He hates that nickname, but he likes the way Beth talks about him when she uses it. 

* * *

“Beth,” he tells Judith, helping her reach the stuffed animal she wants so badly. “Say Beth.” 

“What are you trying to get her to learn?” Carl asks, sitting down beside him.

“Beth,” Daryl grunts, feeling that’s at least a little bit obvious. 

“Why?” Carl asks curiously and Daryl thinks about how the only person he doesn’t want more than Carl knowing his new nickname would be Glenn. Glenn, because he’d never let him live it down, and Carl because the second Carl knows, the whole prison is going to know. And Daryl really, really doesn’t want Rick to look him dead in the eye and call him ‘Darry’ with the utmost seriousness. 

“Cause she spends more time with the kid than any of us.” Daryl mumbles. “Only right that she knows who takes care of her.” 

“That's really nice,” Carl remarks and Daryl wants to sigh cause yeah no shit he’s nice, everyone just sees to think that being nice means always having sunshine and rainbows coming out your ass and always minding your manners. As far as Daryl is concerned, he can be nice and an asshole all at the same time. 

“Beth,” he tells Judith again, “say Beth.” 

“No,” Judith replies and Daryl sighs. She’s a real stubborn brat, just like someone else Daryl knows. 

“Yes,” Carl tells her firmly. “Judith, say Beth.” 

“Ball,” Judith says instead, pointing at the object of her desire. That’s another one of her favorite words and so Daryl rolls the thing towards her. 

“Close enough,” Carl says with a laugh and Daryl frowns slightly.

Not close, not by far. 

* * *

“Darry,” Beth says clearly and he glances at her over the heads of everyone gathered. Frowning, he reaches over and wraps a hand around her mouth to shut up her and then drags her away from the rest of the group, just a bit roughly. Because he doesn’t mind, not really, when she calls him that in private. But why’s she out here calling him that in front of everyone? 

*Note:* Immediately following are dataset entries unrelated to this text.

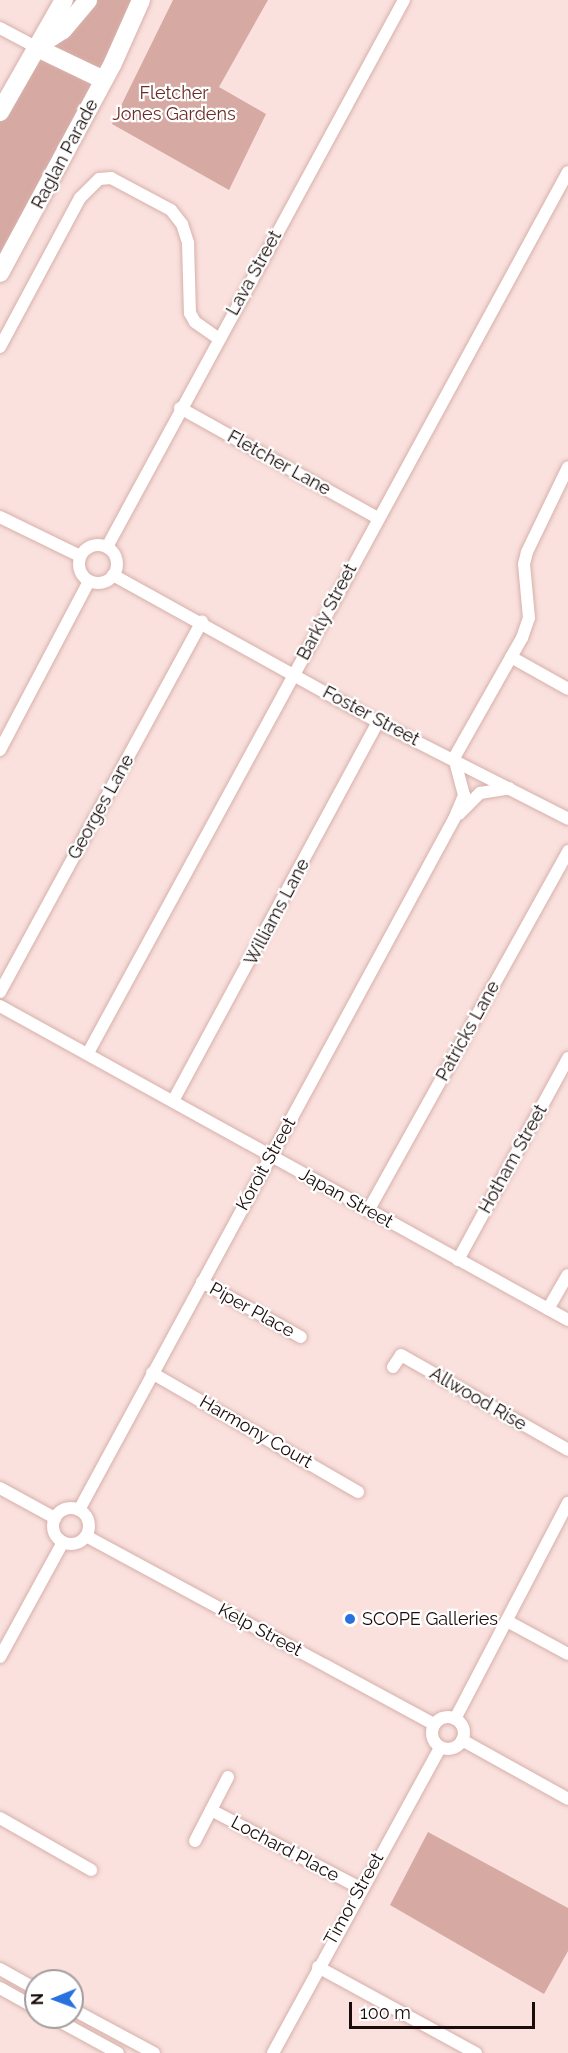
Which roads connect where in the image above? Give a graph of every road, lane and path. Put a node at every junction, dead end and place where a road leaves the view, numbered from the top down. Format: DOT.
graph roads {
  1 [pos="64,0"];
  2 [pos="88,0"];
  3 [pos="141,0"];
  4 [pos="404,0"];
  5 [pos="0,28"];
  6 [pos="35,47"];
  7 [pos="104,80"];
  8 [pos="0,112"];
  9 [pos="568,172"];
  10 [pos="0,273"];
  11 [pos="218,338"];
  12 [pos="0,347"];
  13 [pos="180,408"];
  14 [pos="568,466"];
  15 [pos="0,517"];
  16 [pos="378,518"];
  17 [pos="107,547"];
  18 [pos="80,556"];
  19 [pos="113,575"];
  20 [pos="89,581"];
  21 [pos="202,622"];
  22 [pos="511,657"];
  23 [pos="295,675"];
  24 [pos="568,689"];
  25 [pos="378,722"];
  26 [pos="0,750"];
  27 [pos="454,758"];
  28 [pos="511,788"];
  29 [pos="454,819"];
  30 [pos="568,819"];
  31 [pos="568,850"];
  32 [pos="0,992"];
  33 [pos="0,1006"];
  34 [pos="88,1053"];
  35 [pos="568,1058"];
  36 [pos="173,1101"];
  37 [pos="270,1156"];
  38 [pos="368,1211"];
  39 [pos="458,1260"];
  40 [pos="568,1275"];
  41 [pos="202,1282"];
  42 [pos="548,1309"];
  43 [pos="568,1320"];
  44 [pos="301,1337"];
  45 [pos="393,1367"];
  46 [pos="152,1373"];
  47 [pos="568,1450"];
  48 [pos="0,1488"];
  49 [pos="358,1492"];
  50 [pos="568,1503"];
  51 [pos="79,1510"];
  52 [pos="55,1518"];
  53 [pos="86,1536"];
  54 [pos="63,1542"];
  55 [pos="507,1621"];
  56 [pos="568,1654"];
  57 [pos="0,1657"];
  58 [pos="455,1719"];
  59 [pos="434,1724"];
  60 [pos="462,1740"];
  61 [pos="440,1748"];
  62 [pos="228,1777"];
  63 [pos="568,1799"];
  64 [pos="211,1810"];
  65 [pos="0,1818"];
  66 [pos="195,1841"];
  67 [pos="91,1870"];
  68 [pos="360,1888"];
  69 [pos="318,1967"];
  70 [pos="0,1969"];
  71 [pos="24,1982"];
  72 [pos="0,1988"];
  73 [pos="24,2001"];
  74 [pos="84,2015"];
  75 [pos="74,2029"];
  76 [pos="118,2053"];
  77 [pos="154,2053"];
  78 [pos="273,2053"];
  79 [pos="476,2053"];
  1 -- 6 [label="highway"];
  2 -- 6 [label="highway"];
  3 -- 7 [label="highway, Raglan Parade"];
  4 -- 11 [label="street, Lava Street"];
  5 -- 6 [label="street"];
  6 -- 7 [label="highway"];
  6 -- 8 [label="highway"];
  7 -- 10 [label="highway, Raglan Parade"];
  9 -- 16 [label="street, Barkly Street"];
  11 -- 12 [label="street"];
  11 -- 13 [label="street, Lava Street"];
  13 -- 16 [label="street, Fletcher Lane"];
  13 -- 17 [label="street, Lava Street"];
  14 -- 22 [label="street"];
  15 -- 18 [label="street"];
  16 -- 23 [label="street, Barkly Street"];
  17 -- 18 [label="street"];
  17 -- 19 [label="street"];
  18 -- 20 [label="street"];
  19 -- 20 [label="street"];
  19 -- 21 [label="street, Foster Street"];
  20 -- 26 [label="street"];
  21 -- 23 [label="street, Foster Street"];
  21 -- 32 [label="street, Georges Lane"];
  22 -- 24 [label="street"];
  22 -- 27 [label="street"];
  23 -- 25 [label="street, Foster Street"];
  23 -- 34 [label="street, Barkly Street"];
  25 -- 27 [label="street, Foster Street"];
  25 -- 36 [label="street, Williams Lane"];
  27 -- 28 [label="street, Foster Street"];
  27 -- 29 [label="street, Koroit Street"];
  28 -- 29 [label="street, Koroit Street"];
  28 -- 30 [label="street, Foster Street"];
  29 -- 37 [label="street, Koroit Street"];
  31 -- 38 [label="street, Patricks Lane"];
  33 -- 34 [label="street, Japan Street"];
  34 -- 36 [label="street, Japan Street"];
  35 -- 39 [label="street, Hotham Street"];
  36 -- 37 [label="street, Japan Street"];
  37 -- 38 [label="street, Japan Street"];
  37 -- 41 [label="street, Koroit Street"];
  38 -- 39 [label="street, Japan Street"];
  39 -- 42 [label="street, Japan Street"];
  40 -- 42 [label="street"];
  41 -- 44 [label="street, Piper Place"];
  41 -- 46 [label="street, Koroit Street"];
  42 -- 43 [label="street, Japan Street"];
  45 -- 47 [label="street, Allwood Rise"];
  46 -- 49 [label="street, Harmony Court"];
  46 -- 51 [label="street, Koroit Street"];
  48 -- 52 [label="street"];
  50 -- 55 [label="street"];
  51 -- 52 [label="street"];
  51 -- 53 [label="street"];
  52 -- 54 [label="street"];
  53 -- 54 [label="street"];
  53 -- 59 [label="street, Kelp Street"];
  54 -- 57 [label="street"];
  55 -- 56 [label="street"];
  55 -- 58 [label="street"];
  58 -- 59 [label="street"];
  58 -- 60 [label="street"];
  59 -- 61 [label="street"];
  60 -- 61 [label="street"];
  60 -- 63 [label="street"];
  61 -- 68 [label="street, Timor Street"];
  62 -- 64 [label="street"];
  64 -- 66 [label="street"];
  64 -- 68 [label="street, Lochard Place"];
  65 -- 67 [label="street"];
  68 -- 69 [label="street, Timor Street"];
  69 -- 78 [label="street, Timor Street"];
  69 -- 79 [label="street"];
  70 -- 71 [label="street"];
  72 -- 73 [label="street"];
  74 -- 77 [label="street"];
  75 -- 76 [label="street"];
}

“What?” he demands, when they’ve found a quiet corner with no one else in it. Beth glares at him over his clasped hand and once he feels completely confident no one else can hear her, removes it slowly. 

“I should have bit you,” she states maliciously and he finds himself kinda glad she hasn’t. 

“Told you not to call me that,” he warns her and Beth smacks his chest with an open palm. 

“I told you to come back,” she hisses and it’s only then that Daryl realizes that she's almost shaking and tears threaten in her eyes. 

“I did come back,” he states a bit stupidly and Beth hits him again. 

“Two days late!” the words come out with violent force and Beth gives him another little shove and a gasp at the same time, and Daryl catches her wrist to stop her from doing it again, thinking of his father, but then Beth glares up at him. Tears sparkling in her big blue eyes and a flat line of a mouth, still trembling from head to toe, defiant as she gives him a cold look even while tears leak out. 

He can’t find the words for her. He can’t even think of them, instead just staring at her in astonishment. Is this for him? Because he’s two days late from a run, because shit’s getting harder to find and then when he’d found a store not turned over, he’d killed all the walkers so that he could get new things for Judith? Does she care? Is this all for him? 

“Sorry,” he tells her, a little bit stunned, his grip on her wrist loosening but not letting go, his fingers drifting against her palm. She just keeps staring at him, like she wants to say more. Instead she just exhales a shaky breath and then turns on her heel, striding away with her blonde ponytail swinging. 

He wishes she would stop calling him Darry. It feels too intimate. 

* * *

“Bee,” Judith tells him seriously and Daryl sighs, lifting the little girl above him, blowing a raspberry on her stomach.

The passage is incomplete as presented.